I am performing automatic network construction using WGCNA, exactly as given in the tutorial. I could retrieve all the modules. However, I am getting an error when I am plotting the TOM. When I do for a random subset of genes, I am able to generate a heatmap. Is it a memory problem ? Kindly help me out with this.. Thank You
> dissTOM = 1-TOMsimilarityFromExpr(datExpr, power = 6);
>Rough guide to maximum array size: about 46000 x 46000 array of doubles..
>TOM calculation: adjacency..
..will use 32 parallel threads.
Fraction of slow calculations: 0.000000
..connectivity..
..matrix multiply..
..normalize..
..done.
> plotTOM = dissTOM^7;
> diag(plotTOM) = NA;
> sizeGrWindow(9,9)
> TOMplot(plotTOM, geneTree, moduleColors, main = "Network heatmap plot, all genes"
+ )
Error in .heatmap(as.matrix(dissim), Rowv = as.dendrogram(dendro, hang = 0.1), :
row dendrogram ordering gave index of wrong length
Were you able to solve this?
I had the same error, maybe what worked for me will work for you. I suspected it may be due to input size and memory issues, and reduced my input from 35 observations of ~8000 genes to 15 obs of about 2500 just to test it out. The smaller data set plotted perfectly just like in the tutorial. I have no idea why this would produce this particular error though.
Hi,
Indeed You are right. I don't know, why the WGCNA guys haven't fixed this problem.
Thank you
@Ross Campbell: But how do you reduce the list?

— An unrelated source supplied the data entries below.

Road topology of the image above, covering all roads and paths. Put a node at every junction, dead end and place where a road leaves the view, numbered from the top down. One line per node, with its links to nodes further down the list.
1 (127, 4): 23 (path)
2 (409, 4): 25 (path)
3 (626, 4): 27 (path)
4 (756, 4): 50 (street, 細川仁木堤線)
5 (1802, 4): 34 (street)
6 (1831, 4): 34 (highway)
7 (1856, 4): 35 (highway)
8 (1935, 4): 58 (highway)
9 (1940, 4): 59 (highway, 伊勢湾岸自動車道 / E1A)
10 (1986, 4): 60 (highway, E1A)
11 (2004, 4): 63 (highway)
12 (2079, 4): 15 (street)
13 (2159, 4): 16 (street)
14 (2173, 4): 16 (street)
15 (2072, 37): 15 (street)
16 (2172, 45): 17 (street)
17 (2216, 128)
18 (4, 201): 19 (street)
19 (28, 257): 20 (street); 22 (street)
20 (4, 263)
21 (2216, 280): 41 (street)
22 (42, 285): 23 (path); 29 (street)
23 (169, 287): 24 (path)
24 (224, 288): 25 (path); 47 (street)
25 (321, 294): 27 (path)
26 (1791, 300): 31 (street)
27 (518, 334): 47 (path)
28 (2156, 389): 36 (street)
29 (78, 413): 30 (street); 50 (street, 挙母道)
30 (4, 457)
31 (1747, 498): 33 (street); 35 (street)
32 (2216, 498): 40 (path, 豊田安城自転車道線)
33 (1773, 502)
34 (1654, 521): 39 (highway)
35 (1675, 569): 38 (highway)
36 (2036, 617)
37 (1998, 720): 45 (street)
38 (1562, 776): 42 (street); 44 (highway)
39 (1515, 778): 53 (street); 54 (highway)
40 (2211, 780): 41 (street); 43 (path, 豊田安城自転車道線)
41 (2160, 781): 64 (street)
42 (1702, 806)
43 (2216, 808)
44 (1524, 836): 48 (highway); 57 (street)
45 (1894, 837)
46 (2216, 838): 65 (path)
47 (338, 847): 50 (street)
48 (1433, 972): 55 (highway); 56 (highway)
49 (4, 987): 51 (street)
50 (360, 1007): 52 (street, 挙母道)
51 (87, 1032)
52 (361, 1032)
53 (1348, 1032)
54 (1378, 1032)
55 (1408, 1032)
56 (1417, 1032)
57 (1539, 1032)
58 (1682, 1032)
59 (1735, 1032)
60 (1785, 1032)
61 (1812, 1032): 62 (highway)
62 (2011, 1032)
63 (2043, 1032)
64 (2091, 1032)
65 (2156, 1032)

I just opened it in Excel and chopped off a bunch of columns and about half the rows. Obviously that messes up the data, I just did that to test the idea. I'm going to try running the complete data set on a high-performance cluster hopefully later today.
Hi,
Isn't there any better method like selecting the rows with most significant differences or something like that?
The best method would be to keep all the data I believe. WGCNA is designed to be an unsupervised process, so selecting rows with threshold differences would potentially skew the clustering process. It would be better to keep all the data intact and run the full data set on a higher power computer. I just trimmed mine for troubleshooting the error and debugging code on my local machine. After that I ran the full data set on a server and it worked fine.